Sensationalist headlines always grab more attention. "There's no story here"
isn't a particularly good story.

------
JonnieCache
_“Is there a tech bubble? Rounded off to the nearest yes, yes”_

This is a great phrase, but I think it should be "the nearest boolean" unless
he was trying to be clever.

------
fedd
let's remember about software startups. a lil bit longer time to profit, but
no bubble (i think)

------
InclinedPlane
Of course there's overvaluation, that's inevitable when people invest based
solely on whether other people are investing rather than based on their own
sound and experienced understanding of a particular company and it's
prospects.

However, this isn't 1999 anymore. The amount of real value in internet
business is huge today, and the industry is more mature. Web companies take in
hundreds of billions of dollars a year in revenue and the longest lived have
been profitable for a decade or more. Meanwhile, though valuations are
occasionally high the craziness from the first dot-com bubble has been much
tempered. Investors aren't dumping millions into niche companies with no
revenues, no history, and no business plan, they might be making risky bets
from time to time but the risk is much reduced from the wild west era. Overall
these factors add up to bubble protection measures. It's simply much harder
for a true speculative dot-com bubble to build up and to burst.
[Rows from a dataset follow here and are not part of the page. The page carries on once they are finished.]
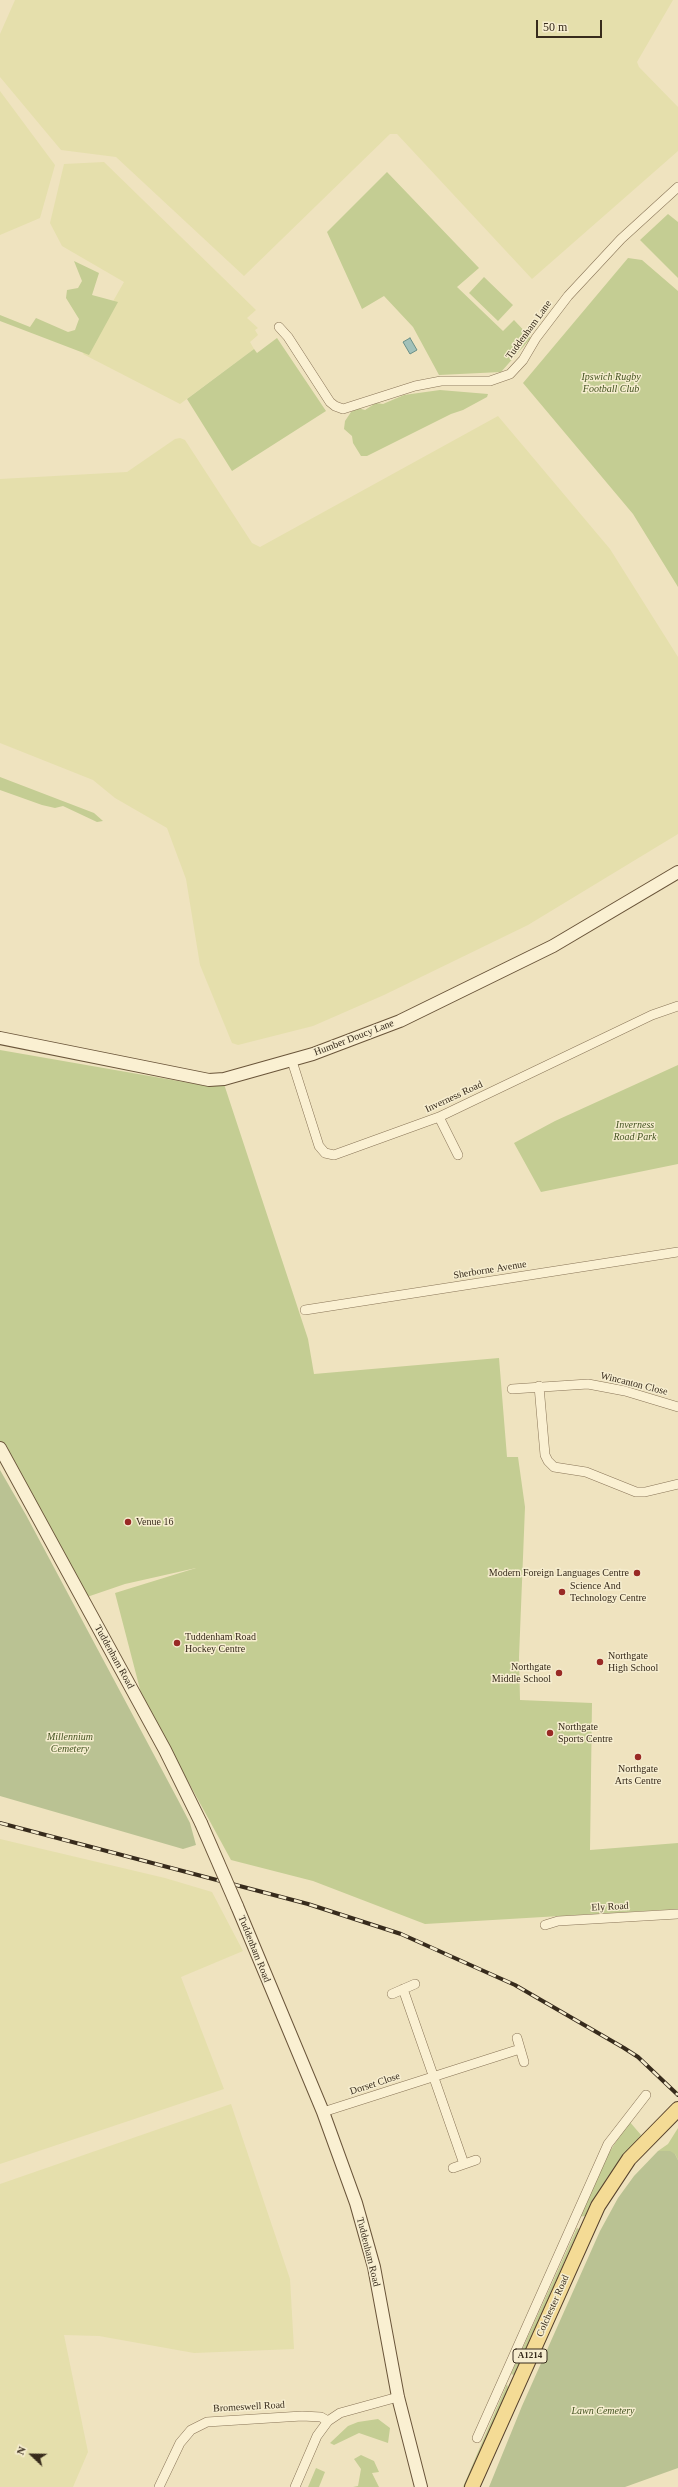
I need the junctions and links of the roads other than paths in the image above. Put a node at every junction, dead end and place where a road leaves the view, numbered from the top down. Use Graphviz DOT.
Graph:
graph roads {
  1 [pos="678,187"];
  2 [pos="279,327"];
  3 [pos="678,872"];
  4 [pos="678,1006"];
  5 [pos="0,1038"];
  6 [pos="292,1061"];
  7 [pos="439,1117"];
  8 [pos="458,1155"];
  9 [pos="678,1252"];
  10 [pos="305,1310"];
  11 [pos="539,1386"];
  12 [pos="512,1389"];
  13 [pos="678,1407"];
  14 [pos="0,1448"];
  15 [pos="678,1484"];
  16 [pos="678,1914"];
  17 [pos="545,1925"];
  18 [pos="415,1984"];
  19 [pos="403,1989"];
  20 [pos="392,1994"];
  21 [pos="516,2038"];
  22 [pos="520,2049"];
  23 [pos="524,2062"];
  24 [pos="435,2076"];
  25 [pos="646,2094"];
  26 [pos="677,2111"];
  27 [pos="323,2112"];
  28 [pos="476,2160"];
  29 [pos="464,2164"];
  30 [pos="453,2168"];
  31 [pos="573,2222"];
  32 [pos="587,2226"];
  33 [pos="504,2378"];
  34 [pos="518,2385"];
  35 [pos="398,2397"];
  36 [pos="328,2421"];
  37 [pos="477,2438"];
  38 [pos="422,2486"];
  39 [pos="159,2487"];
  40 [pos="295,2487"];
  41 [pos="473,2487"];
  1 -- 2 [label="street, Tuddenham Lane"];
  3 -- 6 [label="street, Humber Doucy Lane"];
  4 -- 7 [label="street, Inverness Road"];
  5 -- 6 [label="street, Humber Doucy Lane"];
  6 -- 7 [label="street, Inverness Road"];
  7 -- 8 [label="street"];
  9 -- 10 [label="street, Sherborne Avenue"];
  11 -- 12 [label="street, Wincanton Close"];
  11 -- 13 [label="street, Wincanton Close"];
  11 -- 15 [label="street"];
  14 -- 27 [label="street, Tuddenham Road, bridge"];
  16 -- 17 [label="street, Ely Road"];
  18 -- 19 [label="street"];
  19 -- 20 [label="street"];
  19 -- 24 [label="street"];
  21 -- 22 [label="street"];
  22 -- 23 [label="street"];
  22 -- 24 [label="street, Dorset Close"];
  24 -- 27 [label="street, Dorset Close"];
  24 -- 29 [label="street"];
  25 -- 31 [label="street, Colchester Road"];
  26 -- 32 [label="main road, Colchester Road / A1214"];
  27 -- 35 [label="street, Tuddenham Road"];
  28 -- 29 [label="street"];
  29 -- 30 [label="street"];
  31 -- 32 [label="street"];
  31 -- 33 [label="street, Colchester Road"];
  32 -- 34 [label="main road, Colchester Road / A1214"];
  33 -- 34 [label="street"];
  33 -- 37 [label="street, Colchester Road"];
  34 -- 41 [label="main road, Colchester Road / A1214"];
  35 -- 36 [label="street"];
  35 -- 38 [label="street, Tuddenham Road"];
  36 -- 39 [label="street, Bromeswell Road"];
  36 -- 40 [label="street"];
}
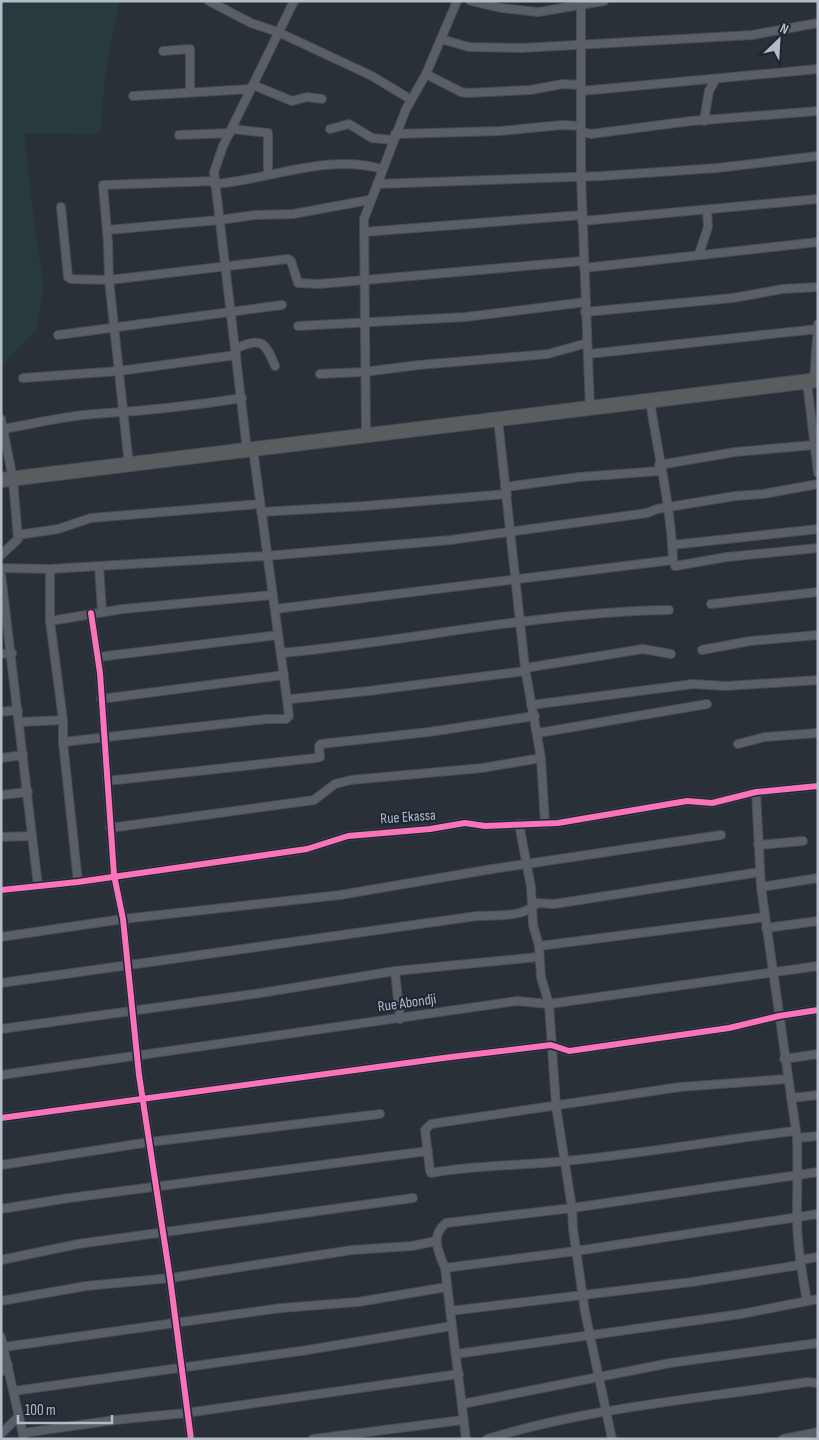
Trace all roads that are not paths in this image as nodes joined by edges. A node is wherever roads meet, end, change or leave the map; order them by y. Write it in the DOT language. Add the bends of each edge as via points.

Instead we'll likely see dot-com companies meld into the same pattern as
traditional companies, as sane investing takes hold and subject matter
expertise becomes more common. Every industry, no matter how old, goes through
periods of boom and bust, but generally the amplitude of these fluctuations is
small enough for the economy to handle it.

------
georgieporgie
Is Groupon's revenue sustainable? I thought companies were complaining that
they lost money by participating, which would indicate to me that it's not
sustainable business.

I'm highly skeptical of Zynga because I haven't seen any evidence that they
can innovate at all. I suspect people will tire of grind games, and I wonder
if Zynga will be able to adapt. Maybe that's just my wishful thinking, that my
family will abandon its addiction...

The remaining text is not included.